Given entries »

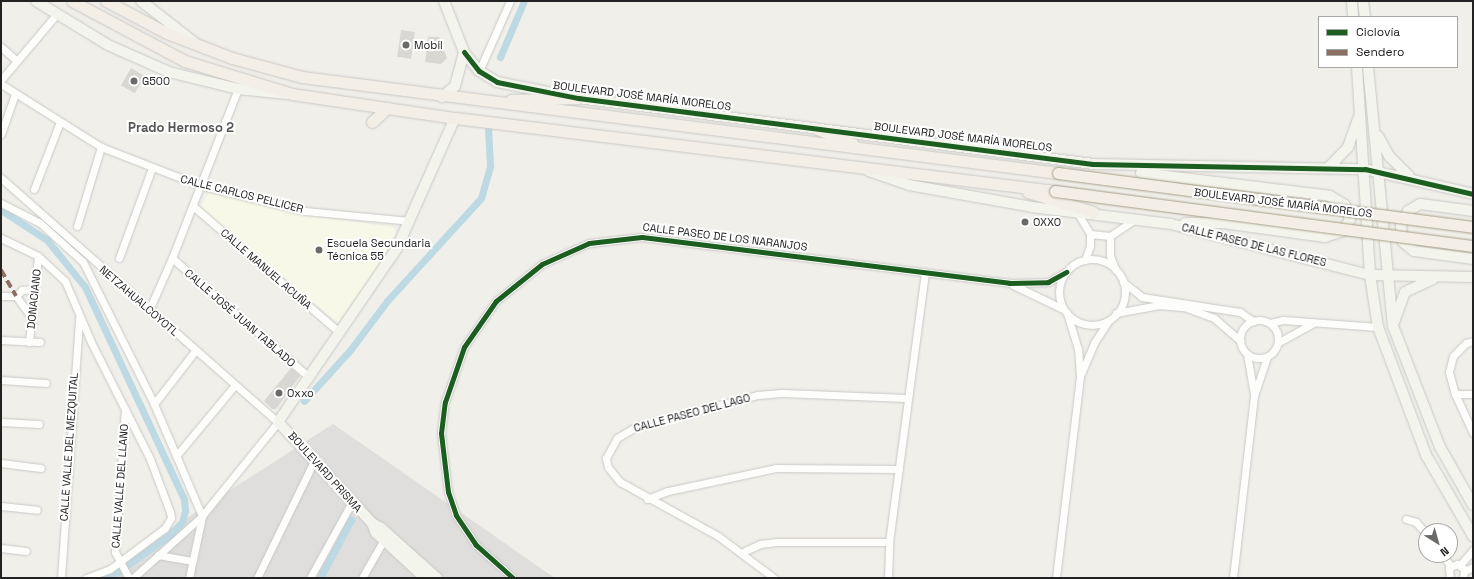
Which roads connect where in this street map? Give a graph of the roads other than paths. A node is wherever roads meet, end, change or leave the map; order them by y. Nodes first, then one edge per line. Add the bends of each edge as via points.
1 (36, 1) edge
2 (72, 1) edge
3 (106, 1) edge
4 (141, 1) edge
5 (444, 1) edge
6 (510, 1) edge
7 (1352, 1) edge
8 (1363, 1) edge
9 (56, 15) junction
10 (1353, 16) edge
11 (1364, 16) edge
12 (195, 43) junction
13 (1, 47) edge
14 (464, 52) junction
15 (16, 60) junction
16 (1358, 68) edge
17 (1368, 68) edge
18 (479, 71) junction
19 (1, 80) edge
20 (1, 84) edge
21 (238, 89) junction
22 (16, 94) junction
23 (292, 94) junction
24 (442, 97) junction
25 (578, 98) junction
26 (471, 100) junction
27 (387, 108) junction
28 (1361, 109) junction
29 (455, 118) junction
30 (60, 122) junction
31 (372, 122) dead end
32 (1372, 122) junction
33 (815, 128) junction
34 (1, 134) edge
35 (101, 147) junction
36 (866, 150) junction
37 (1093, 164) junction
38 (1329, 167) junction
39 (152, 168) junction
40 (863, 169) junction
41 (1365, 170) junction
42 (1379, 172) junction
43 (1, 178) edge
44 (1410, 178) junction
45 (199, 185) junction
46 (1011, 186) junction
47 (34, 189) dead end
48 (1473, 194) edge
49 (1, 203) edge
50 (193, 206) junction
51 (1473, 210) edge
52 (1077, 212) junction
53 (1093, 212) junction
54 (1137, 218) junction
55 (410, 221) junction
56 (1171, 224) junction
57 (77, 226) dead end
58 (1473, 227) edge
59 (1090, 234) junction
60 (1110, 236) junction
61 (1, 238) edge
62 (1473, 246) edge
63 (38, 256) junction
64 (119, 258) dead end
65 (172, 258) junction
66 (1473, 259) edge
67 (1085, 260) junction
68 (1116, 269) junction
69 (925, 272) junction
70 (1066, 272) junction
71 (1370, 275) junction
72 (1388, 276) junction
73 (1446, 276) junction
74 (1470, 278) edge
75 (1123, 282) junction
76 (1009, 283) junction
77 (34, 289) junction
78 (1, 296) edge
79 (16, 296) junction
80 (149, 310) junction
81 (1065, 311) junction
82 (79, 316) junction
83 (1113, 316) junction
84 (32, 318) junction
85 (1253, 321) junction
86 (1270, 323) junction
87 (1312, 324) junction
88 (1393, 326) junction
89 (1378, 327) junction
90 (340, 333) junction
91 (1, 340) edge
92 (1240, 341) junction
93 (1473, 341) edge
94 (29, 342) junction
95 (40, 342) dead end
96 (1279, 342) junction
97 (195, 351) junction
98 (1247, 354) junction
99 (1267, 357) junction
100 (1080, 376) junction
101 (309, 377) junction
102 (1, 380) edge
103 (46, 384) dead end
104 (235, 385) junction
105 (1455, 394) junction
106 (1473, 394) edge
107 (1254, 396) junction
108 (908, 398) junction
109 (154, 404) junction
110 (126, 409) junction
111 (1, 422) edge
112 (278, 422) junction
113 (39, 424) dead end
114 (1473, 433) edge
115 (176, 456) junction
116 (315, 460) junction
117 (1, 463) edge
118 (1450, 467) junction
119 (41, 468) dead end
120 (899, 470) junction
121 (1436, 475) junction
122 (647, 499) junction
123 (352, 502) junction
124 (1, 506) edge
125 (1473, 506) edge
126 (37, 510) dead end
127 (202, 516) junction
128 (1406, 519) dead end
129 (1418, 524) edge
130 (1473, 536) edge
131 (386, 537) junction
132 (890, 542) junction
133 (1, 548) edge
134 (1473, 550) edge
135 (26, 551) dead end
136 (743, 552) junction
137 (158, 555) junction
138 (191, 562) junction
139 (118, 563) junction
140 (1449, 563) edge
141 (1460, 565) junction
142 (1451, 566) junction
143 (1473, 567) edge
144 (1464, 575) edge
145 (136, 577) edge
146 (61, 578) edge
147 (86, 578) edge
148 (129, 578) edge
149 (189, 578) edge
150 (257, 578) edge
151 (310, 578) edge
152 (362, 578) edge
153 (425, 578) edge
154 (437, 578) edge
155 (513, 578) edge
156 (774, 578) edge
157 (888, 578) edge
158 (1056, 578) edge
159 (1233, 578) edge
160 (1450, 578) edge

1 - 9 street
2 - 23 main road, BOULEVARD JOSÉ MARÍA MORELOS via 185,61
3 - 12 main road, BOULEVARD JOSÉ MARÍA MORELOS via 167,34
4 - 12 street
5 - 14 street, BOULEVARD JOSÉ MARÍA MORELOS
6 - 18 street
7 - 10 street
8 - 11 street
9 - 15 street
9 - 21 street via 147,63 194,80
12 - 24 main road, BOULEVARD JOSÉ MARÍA MORELOS via 285,73
13 - 15 street
14 - 18 street, BOULEVARD JOSÉ MARÍA MORELOS
14 - 24 street via 455,86
15 - 19 street
16 - 28 street
17 - 32 street
18 - 25 street, BOULEVARD JOSÉ MARÍA MORELOS via 514,88
20 - 22 street, CALLE CARLOS PELLICER
21 - 23 street via 268,94
21 - 45 street
22 - 30 street, CALLE CARLOS PELLICER
22 - 34 street
23 - 27 main road, BOULEVARD JOSÉ MARÍA MORELOS
24 - 26 main road, BOULEVARD JOSÉ MARÍA MORELOS
25 - 26 main road
25 - 33 street, BOULEVARD JOSÉ MARÍA MORELOS
26 - 36 main road, BOULEVARD JOSÉ MARÍA MORELOS
27 - 29 main road, BOULEVARD JOSÉ MARÍA MORELOS
27 - 31 main road
28 - 38 street via 1348,147
28 - 41 street
29 - 40 main road, BOULEVARD JOSÉ MARÍA MORELOS
29 - 55 street
30 - 35 street, CALLE CARLOS PELLICER
30 - 47 street
32 - 42 street
32 - 44 street via 1389,156
33 - 36 main road
33 - 37 street, BOULEVARD JOSÉ MARÍA MORELOS
35 - 39 street, CALLE CARLOS PELLICER
35 - 57 street
36 - 58 main road, BOULEVARD JOSÉ MARÍA MORELOS, bridge
37 - 38 street, BOULEVARD JOSÉ MARÍA MORELOS via 1209,169
37 - 56 street via 1137,173 1330,196 1345,205 1350,219 1342,231 1325,237 1224,223
38 - 41 street, BOULEVARD JOSÉ MARÍA MORELOS
39 - 45 street, CALLE CARLOS PELLICER
39 - 64 street
40 - 46 main road, BOULEVARD JOSÉ MARÍA MORELOS
40 - 52 street, CALLE PASEO DE LAS FLORES via 910,185
41 - 42 street, BOULEVARD JOSÉ MARÍA MORELOS
41 - 71 street
42 - 44 street, BOULEVARD JOSÉ MARÍA MORELOS
42 - 72 street
43 - 80 street, NETZAHUALCOYOTL
44 - 48 street, BOULEVARD JOSÉ MARÍA MORELOS
45 - 50 street
45 - 55 street, CALLE CARLOS PELLICER via 305,210
46 - 53 main road
46 - 62 main road, BOULEVARD JOSÉ MARÍA MORELOS, bridge
49 - 109 street via 40,223 84,262
50 - 65 street
50 - 90 street, CALLE MANUEL ACUÑA
51 - 66 street via 1420,204 1408,211 1401,226 1403,242 1414,251
52 - 53 street, CALLE PASEO DE LAS FLORES
52 - 59 street
53 - 54 street, CALLE PASEO DE LAS FLORES
54 - 56 street, CALLE PASEO DE LAS FLORES
54 - 60 street
55 - 90 street via 381,274
56 - 71 street, CALLE PASEO DE LAS FLORES
59 - 60 street
59 - 67 street
60 - 68 street via 1110,255
61 - 63 street
63 - 77 street, DONACIANO
63 - 82 street via 65,281
65 - 80 street
65 - 101 street, CALLE JOSÉ JUAN TABLADO
67 - 68 street via 1096,259
67 - 70 street
68 - 75 street
69 - 76 street, CALLE PASEO DE LOS NARANJOS
69 - 108 street
69 - 155 street, CALLE PASEO DE LOS NARANJOS via 642,237 613,238 577,247 542,264 517,282 480,321 464,347 446,396 441,433 448,492 456,515 476,545
70 - 76 street, CALLE PASEO DE LOS NARANJOS via 1048,282
70 - 81 street via 1059,294
71 - 72 street, CALLE PASEO DE LAS FLORES
71 - 89 street
72 - 73 street, CALLE PASEO DE LAS FLORES
72 - 88 street
73 - 74 street
73 - 88 street via 1427,280 1405,292
75 - 83 street via 1123,302
75 - 85 street via 1142,296 1240,312
76 - 81 street, CALLE PASEO DE LOS NARANJOS
77 - 79 street via 22,290
77 - 84 street, DONACIANO
78 - 79 street
79 - 84 street
80 - 97 street, NETZAHUALCOYOTL
81 - 83 street via 1088,324
81 - 100 street via 1078,349
82 - 110 street
82 - 146 street, CALLE VALLE DEL MEZQUITAL
83 - 92 street via 1159,305 1184,307 1214,318
83 - 100 street via 1094,344
84 - 94 street, DONACIANO
85 - 86 street
85 - 92 street via 1245,325
86 - 87 street via 1283,320
86 - 96 street via 1276,328
87 - 89 street
87 - 96 street
88 - 118 street via 1421,401
89 - 121 street via 1406,408
90 - 101 street
91 - 94 street
92 - 98 street
93 - 105 street via 1466,343 1453,356 1450,372
94 - 95 street
96 - 99 street
97 - 104 street, NETZAHUALCOYOTL
97 - 109 street
98 - 99 street via 1260,358
98 - 107 street
99 - 107 street
100 - 158 street
101 - 112 street
102 - 103 street
104 - 112 street, NETZAHUALCOYOTL
104 - 115 street
105 - 106 street
105 - 114 street
107 - 159 street
108 - 120 street
108 - 122 street, CALLE PASEO DEL LAGO via 781,393 758,395 637,426 617,438 606,458 612,474
109 - 115 street
110 - 139 street, CALLE VALLE DEL LLANO via 115,537
110 - 139 street via 150,459 171,518 165,528
111 - 113 street
112 - 116 street, BOULEVARD PRISMA
112 - 127 street
115 - 127 street
116 - 123 street, BOULEVARD PRISMA
116 - 150 street
117 - 119 street
118 - 121 street
118 - 125 street
120 - 122 street via 776,468 668,491
120 - 132 street
121 - 130 street
122 - 136 street, CALLE PASEO DEL LAGO
123 - 131 street, BOULEVARD PRISMA
123 - 151 street
124 - 126 street
127 - 137 street
127 - 138 street
128 - 129 street
131 - 152 street
131 - 153 street, BOULEVARD PRISMA
131 - 154 street, BOULEVARD PRISMA
132 - 136 street via 777,542 760,544
132 - 157 street
133 - 135 street
134 - 141 street
136 - 156 street, CALLE PASEO DEL LAGO
137 - 138 street
137 - 145 street
138 - 149 street
139 - 147 street
139 - 148 street
140 - 142 street
141 - 142 street
141 - 144 street
142 - 160 street via 1448,571
143 - 144 street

What the task requires » Make a list of all lines in the data that contain "dead".

Solution to this problem »
31 (372, 122) dead end
47 (34, 189) dead end
57 (77, 226) dead end
64 (119, 258) dead end
95 (40, 342) dead end
103 (46, 384) dead end
113 (39, 424) dead end
119 (41, 468) dead end
126 (37, 510) dead end
128 (1406, 519) dead end
135 (26, 551) dead end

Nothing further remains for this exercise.